Wie gesagt, erst hatte ich das Gefühl, irrtümlich an ein Familiendrama geraten zu sein. Heile Familie mit vier Kindern macht Urlaub auf einer Nordsee-Insel, Familie zerbricht, jeder geht seiner Wege. Aber dann passieren plötzlich Dinge, die das Buch in eine ganz andere Richtung schubsen. Die Mutproben der (prä)pubertären Mädchen werden brutaler, plötzlich scheint die Sommersonne hinter einer stetig präsenten, dunkleren Wolke versteckt zu sein. Dieses ungreifbare, aber persistierende mulmige Gefühl im Magen wurde von der Autorin ganz meisterhaft erarbeitet, das Verschwinden von Alex und die Suche nach ihm bleibt bei weitem nicht das einzige Drama in der Geschichte (mehr möchte ich dazu nicht sagen, ich möchte nichts spoilern).

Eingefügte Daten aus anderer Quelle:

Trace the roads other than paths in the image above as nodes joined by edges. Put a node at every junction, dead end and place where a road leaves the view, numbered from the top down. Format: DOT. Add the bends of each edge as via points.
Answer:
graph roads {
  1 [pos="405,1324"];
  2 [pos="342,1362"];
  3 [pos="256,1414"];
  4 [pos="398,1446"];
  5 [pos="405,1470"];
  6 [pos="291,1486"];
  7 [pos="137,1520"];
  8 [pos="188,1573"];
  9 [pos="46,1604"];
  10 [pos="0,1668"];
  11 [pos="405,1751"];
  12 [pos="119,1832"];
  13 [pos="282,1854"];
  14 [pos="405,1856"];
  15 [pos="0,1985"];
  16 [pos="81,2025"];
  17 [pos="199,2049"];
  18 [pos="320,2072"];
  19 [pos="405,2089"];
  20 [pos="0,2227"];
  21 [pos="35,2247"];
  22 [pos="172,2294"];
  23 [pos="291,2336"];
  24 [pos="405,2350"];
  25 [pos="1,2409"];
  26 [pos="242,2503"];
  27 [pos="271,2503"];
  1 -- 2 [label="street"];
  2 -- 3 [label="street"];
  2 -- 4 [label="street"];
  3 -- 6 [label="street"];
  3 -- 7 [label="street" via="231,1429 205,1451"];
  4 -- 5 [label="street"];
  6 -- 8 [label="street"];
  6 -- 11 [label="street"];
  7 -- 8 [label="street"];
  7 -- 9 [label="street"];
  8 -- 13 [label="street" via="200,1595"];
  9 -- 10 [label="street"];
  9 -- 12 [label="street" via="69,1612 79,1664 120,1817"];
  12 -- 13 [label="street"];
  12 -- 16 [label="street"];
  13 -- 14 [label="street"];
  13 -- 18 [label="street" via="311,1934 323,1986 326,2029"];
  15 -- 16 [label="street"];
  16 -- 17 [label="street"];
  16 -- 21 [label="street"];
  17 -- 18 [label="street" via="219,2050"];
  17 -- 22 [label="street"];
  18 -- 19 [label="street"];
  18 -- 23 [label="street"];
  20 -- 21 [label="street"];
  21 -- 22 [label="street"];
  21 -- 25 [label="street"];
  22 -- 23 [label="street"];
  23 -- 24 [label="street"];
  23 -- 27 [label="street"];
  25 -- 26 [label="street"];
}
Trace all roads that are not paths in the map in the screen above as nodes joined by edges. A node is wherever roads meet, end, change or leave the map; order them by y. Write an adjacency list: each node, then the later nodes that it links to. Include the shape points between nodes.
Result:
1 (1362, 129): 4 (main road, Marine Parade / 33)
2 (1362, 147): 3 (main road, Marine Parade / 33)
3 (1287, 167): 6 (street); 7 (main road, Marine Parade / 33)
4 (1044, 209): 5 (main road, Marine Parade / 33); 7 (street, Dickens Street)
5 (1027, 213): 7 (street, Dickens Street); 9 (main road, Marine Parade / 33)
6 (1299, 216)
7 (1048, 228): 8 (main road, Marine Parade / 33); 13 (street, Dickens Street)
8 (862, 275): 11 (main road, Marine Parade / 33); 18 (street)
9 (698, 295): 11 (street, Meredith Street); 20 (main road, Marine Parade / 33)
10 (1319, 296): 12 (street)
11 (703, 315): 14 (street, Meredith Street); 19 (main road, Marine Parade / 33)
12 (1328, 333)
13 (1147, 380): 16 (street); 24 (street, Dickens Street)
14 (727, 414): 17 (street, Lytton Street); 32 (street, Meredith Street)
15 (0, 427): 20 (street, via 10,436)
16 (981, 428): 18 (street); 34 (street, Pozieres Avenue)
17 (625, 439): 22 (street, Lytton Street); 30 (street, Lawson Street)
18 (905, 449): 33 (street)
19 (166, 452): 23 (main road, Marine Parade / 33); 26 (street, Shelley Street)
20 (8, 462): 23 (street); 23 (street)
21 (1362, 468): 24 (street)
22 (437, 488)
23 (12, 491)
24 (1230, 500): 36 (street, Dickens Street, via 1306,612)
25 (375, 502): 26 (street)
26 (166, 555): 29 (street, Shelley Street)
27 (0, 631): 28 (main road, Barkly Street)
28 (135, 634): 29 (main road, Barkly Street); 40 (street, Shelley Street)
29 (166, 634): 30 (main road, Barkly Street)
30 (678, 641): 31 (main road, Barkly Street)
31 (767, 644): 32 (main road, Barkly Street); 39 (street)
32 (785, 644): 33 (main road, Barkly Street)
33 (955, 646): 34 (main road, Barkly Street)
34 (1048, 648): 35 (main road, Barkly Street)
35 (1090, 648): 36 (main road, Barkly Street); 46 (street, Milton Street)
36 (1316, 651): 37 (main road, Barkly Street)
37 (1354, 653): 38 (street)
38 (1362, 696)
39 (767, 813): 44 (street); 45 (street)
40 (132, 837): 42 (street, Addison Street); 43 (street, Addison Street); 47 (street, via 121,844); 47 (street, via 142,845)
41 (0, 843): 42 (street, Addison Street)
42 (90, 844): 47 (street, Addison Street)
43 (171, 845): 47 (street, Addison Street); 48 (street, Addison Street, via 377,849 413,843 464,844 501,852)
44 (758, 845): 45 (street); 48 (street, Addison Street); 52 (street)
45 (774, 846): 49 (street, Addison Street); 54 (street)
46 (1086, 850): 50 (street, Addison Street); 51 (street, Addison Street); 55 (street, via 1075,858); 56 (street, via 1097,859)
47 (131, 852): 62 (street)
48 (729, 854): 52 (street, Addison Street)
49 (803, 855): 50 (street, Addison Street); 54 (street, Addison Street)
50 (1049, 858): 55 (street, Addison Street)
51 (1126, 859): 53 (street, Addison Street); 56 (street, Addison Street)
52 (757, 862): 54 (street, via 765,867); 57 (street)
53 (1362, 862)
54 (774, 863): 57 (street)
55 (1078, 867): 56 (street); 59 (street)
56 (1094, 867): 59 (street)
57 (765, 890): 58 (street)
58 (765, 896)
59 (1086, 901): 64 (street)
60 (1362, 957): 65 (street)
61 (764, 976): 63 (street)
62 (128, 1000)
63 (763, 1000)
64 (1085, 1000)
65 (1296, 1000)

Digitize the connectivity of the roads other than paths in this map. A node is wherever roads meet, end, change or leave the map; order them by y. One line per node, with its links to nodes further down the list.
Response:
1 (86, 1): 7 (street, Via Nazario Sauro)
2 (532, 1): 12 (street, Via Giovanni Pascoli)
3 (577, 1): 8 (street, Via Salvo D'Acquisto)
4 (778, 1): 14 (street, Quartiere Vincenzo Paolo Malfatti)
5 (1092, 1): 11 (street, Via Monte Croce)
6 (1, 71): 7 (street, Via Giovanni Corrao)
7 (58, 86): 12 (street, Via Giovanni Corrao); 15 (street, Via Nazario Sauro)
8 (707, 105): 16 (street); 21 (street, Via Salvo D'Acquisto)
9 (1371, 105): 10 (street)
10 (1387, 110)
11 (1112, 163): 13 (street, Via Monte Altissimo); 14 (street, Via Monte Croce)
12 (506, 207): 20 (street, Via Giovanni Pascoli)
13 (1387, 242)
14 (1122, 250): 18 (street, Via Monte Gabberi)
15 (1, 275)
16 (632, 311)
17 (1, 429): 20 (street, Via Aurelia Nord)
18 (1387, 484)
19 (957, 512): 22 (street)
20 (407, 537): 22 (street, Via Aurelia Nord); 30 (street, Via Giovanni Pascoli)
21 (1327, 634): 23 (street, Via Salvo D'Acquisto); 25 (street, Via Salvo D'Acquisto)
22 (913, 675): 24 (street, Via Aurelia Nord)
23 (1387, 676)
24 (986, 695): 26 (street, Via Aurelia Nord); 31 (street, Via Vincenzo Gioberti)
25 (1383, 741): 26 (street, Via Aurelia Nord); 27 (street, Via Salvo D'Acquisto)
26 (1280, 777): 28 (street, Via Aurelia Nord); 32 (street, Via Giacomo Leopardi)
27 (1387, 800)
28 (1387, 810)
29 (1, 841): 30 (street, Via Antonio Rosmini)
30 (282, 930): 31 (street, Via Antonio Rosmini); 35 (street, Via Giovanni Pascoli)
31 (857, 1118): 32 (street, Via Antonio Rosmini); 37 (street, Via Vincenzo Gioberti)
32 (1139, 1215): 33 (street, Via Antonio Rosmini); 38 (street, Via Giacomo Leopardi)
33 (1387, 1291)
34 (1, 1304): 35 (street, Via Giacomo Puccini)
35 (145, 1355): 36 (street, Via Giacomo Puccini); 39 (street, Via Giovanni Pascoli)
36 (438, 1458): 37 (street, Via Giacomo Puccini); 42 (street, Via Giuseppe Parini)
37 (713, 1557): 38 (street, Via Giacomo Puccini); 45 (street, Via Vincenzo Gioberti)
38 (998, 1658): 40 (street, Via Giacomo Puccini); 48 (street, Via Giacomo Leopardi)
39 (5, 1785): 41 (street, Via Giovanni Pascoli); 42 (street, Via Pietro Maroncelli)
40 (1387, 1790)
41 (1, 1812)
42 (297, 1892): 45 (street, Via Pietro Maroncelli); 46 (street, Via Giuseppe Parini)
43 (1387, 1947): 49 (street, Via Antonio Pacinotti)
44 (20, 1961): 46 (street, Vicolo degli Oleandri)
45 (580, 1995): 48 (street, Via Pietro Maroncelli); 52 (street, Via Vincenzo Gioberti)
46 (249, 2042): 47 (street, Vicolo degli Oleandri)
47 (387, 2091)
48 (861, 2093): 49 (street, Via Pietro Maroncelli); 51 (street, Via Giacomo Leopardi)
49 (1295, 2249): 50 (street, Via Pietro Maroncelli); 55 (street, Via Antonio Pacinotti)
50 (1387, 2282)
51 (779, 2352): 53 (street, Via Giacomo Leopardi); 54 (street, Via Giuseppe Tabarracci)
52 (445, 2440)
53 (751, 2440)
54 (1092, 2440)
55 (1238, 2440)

Durch die beiden Zeitebenen und die verschiedenen Perspektiven, die sie gekonnt miteinander verwebt, zeigt sich, dass dieses Gefühl die Protagonistinnen über 20 Jahre lang nicht loslässt. Ihr Leben wurde durch das Geschehen und das damit verbundene Trauma beeinflusst, Misstrauen und Zweifel an ihren eigenen Erinnerungen sind bei allen präsent.
Die Charaktere sind gründlich und dreidimensional ausgearbeitet, ich konnte mich tatsächlich in alle gut einfühlen. Auch die dysfunktionale Familie, die die Autorin gekonnt beschreibt, ist mir nicht fremd. Die psychologischen Komponenten des Romans hat sie hervorragend eingeflochten und so aus einem eigentlich einfachen „coming of age“ Roman mit rebellischen Teenagern, die sich ausprobieren wollen, einen Thriller geschaffen. Zwei große Geheimnisse liegen wie Schatten über dem Leben des Schwestern-Quartetts, wirklich glücklich ist keine geworden, egal, wie sehr sie versuchen, es sich einzureden.
Für mich war der vielschichtige und vielseitige Roman ein wahrer Lese-Genuss, den ich Freunden von Krimis/Thrillern mit dem gewissen Etwas und etwas psychologischem Tiefgang gerne weiterempfehle. Von mir fünf Sterne.